As all those who follow the electric vehicle market know, Bob Lutz and Tesla have not always been the closest friends.
At first glance, it seemed that the goals of Lutz and Tesla CEO Elon Musk were in sync. While Lutz was at General Motors, he led and fought for the creation of the Chevrolet Volt. Towards the end of his term, he said Newsweek "I firmly believe that this country must come out of oil (…) The electrification of the automobile is inevitable."
But Lutz thought his Voltec plug-in hybrid transmission was the key to reducing the country's dependence on oil. Over the last ten years he has frequently made statements on cable TV and in automotive magazines extolling the superiority of the plug-in hybrid and regularly criticizing Tesla's 100% electric offers and even those of GM and D & C. Other traditional builders.
However, in his recent article for Road and trackLutz had to admit that Model 3 had made an astonishing impression. Lutz recently spotted a red model 3 in a parking lot in Ann Arbor, Michigan, and went to inspect it. He has approached while waiting to see "often neglected assembly work, poorly fitted doors, spotted paint and other manifestations of" the hell of the Tesla's CEO, Elon Musk, with my own eyes ".

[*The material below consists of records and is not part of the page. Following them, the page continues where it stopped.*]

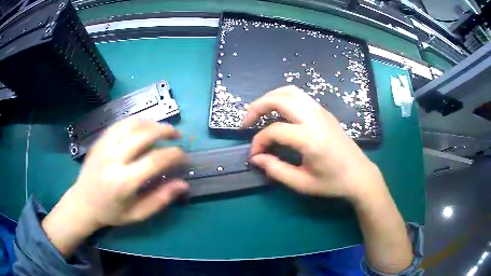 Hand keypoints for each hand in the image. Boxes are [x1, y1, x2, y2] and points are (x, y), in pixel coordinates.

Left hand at [42, 117, 187, 255]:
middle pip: (144, 135)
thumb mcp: (137, 214)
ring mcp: (104, 146)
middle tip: (177, 135)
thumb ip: (160, 199)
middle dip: (165, 131)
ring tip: (162, 128)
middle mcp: (113, 159)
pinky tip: (143, 125)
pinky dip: (135, 121)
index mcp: (123, 181)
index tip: (183, 156)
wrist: (83, 203)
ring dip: (151, 123)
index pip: (154, 160)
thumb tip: (183, 185)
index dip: (173, 155)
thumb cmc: (111, 212)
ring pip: (132, 124)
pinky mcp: (99, 141)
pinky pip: (120, 124)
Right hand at [244, 86, 413, 273]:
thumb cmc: (333, 182)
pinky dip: (283, 99)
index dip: (259, 142)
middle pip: (280, 98)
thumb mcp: (302, 183)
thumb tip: (257, 158)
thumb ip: (276, 170)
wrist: (360, 175)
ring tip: (259, 113)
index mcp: (311, 138)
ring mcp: (321, 111)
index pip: (274, 131)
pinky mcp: (324, 112)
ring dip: (270, 98)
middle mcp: (315, 118)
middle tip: (246, 122)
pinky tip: (279, 113)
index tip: (255, 155)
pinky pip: (299, 96)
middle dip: (257, 107)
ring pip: (290, 91) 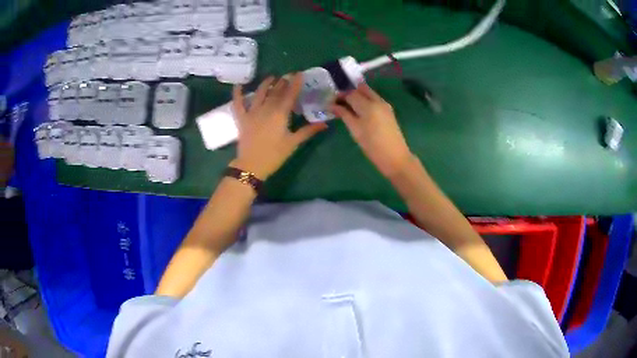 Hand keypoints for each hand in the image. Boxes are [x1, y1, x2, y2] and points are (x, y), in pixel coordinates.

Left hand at [231, 74, 327, 179]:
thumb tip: (325, 124)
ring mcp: (252, 112)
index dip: (295, 83)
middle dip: (282, 82)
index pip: (290, 95)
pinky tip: (238, 84)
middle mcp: (266, 109)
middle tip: (287, 75)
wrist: (252, 166)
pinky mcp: (242, 118)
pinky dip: (237, 93)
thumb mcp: (293, 143)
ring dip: (265, 84)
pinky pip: (238, 103)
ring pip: (259, 93)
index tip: (299, 74)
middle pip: (275, 92)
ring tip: (271, 77)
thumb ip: (308, 131)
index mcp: (280, 114)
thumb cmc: (274, 155)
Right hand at [331, 84, 412, 177]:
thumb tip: (332, 105)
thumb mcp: (355, 131)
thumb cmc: (373, 147)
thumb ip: (344, 115)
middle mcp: (378, 101)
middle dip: (349, 92)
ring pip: (369, 93)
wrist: (395, 158)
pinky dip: (365, 100)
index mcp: (368, 105)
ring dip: (358, 95)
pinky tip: (359, 110)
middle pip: (361, 89)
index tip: (330, 102)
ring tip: (348, 107)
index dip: (339, 96)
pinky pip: (374, 99)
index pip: (350, 94)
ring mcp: (385, 105)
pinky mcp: (389, 111)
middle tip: (340, 102)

But that's not what he found at all. Looking closely at the car for the first time, Lutz was stunned by the impeccable paintwork and the precision body panels that were "blameless" in his words. "The differences of 3.5 to 4.5 mm are considered as a class of words, this model 3 has been measured."
Elon Musk of course took note of this and took on Twitter to thank his kind words.
Bob and Elon have been known to exchange praise from time to time. Lutz even attributed the rapid success of Tesla to the early production of the Volt. Most likely, the long – time auto executive will not put an end to his more general criticism of Tesla. He is sure to note in the article that he remains "critical of Tesla's business model and Musk's strategy". But the man knows a nice pair of wheels when he sees it.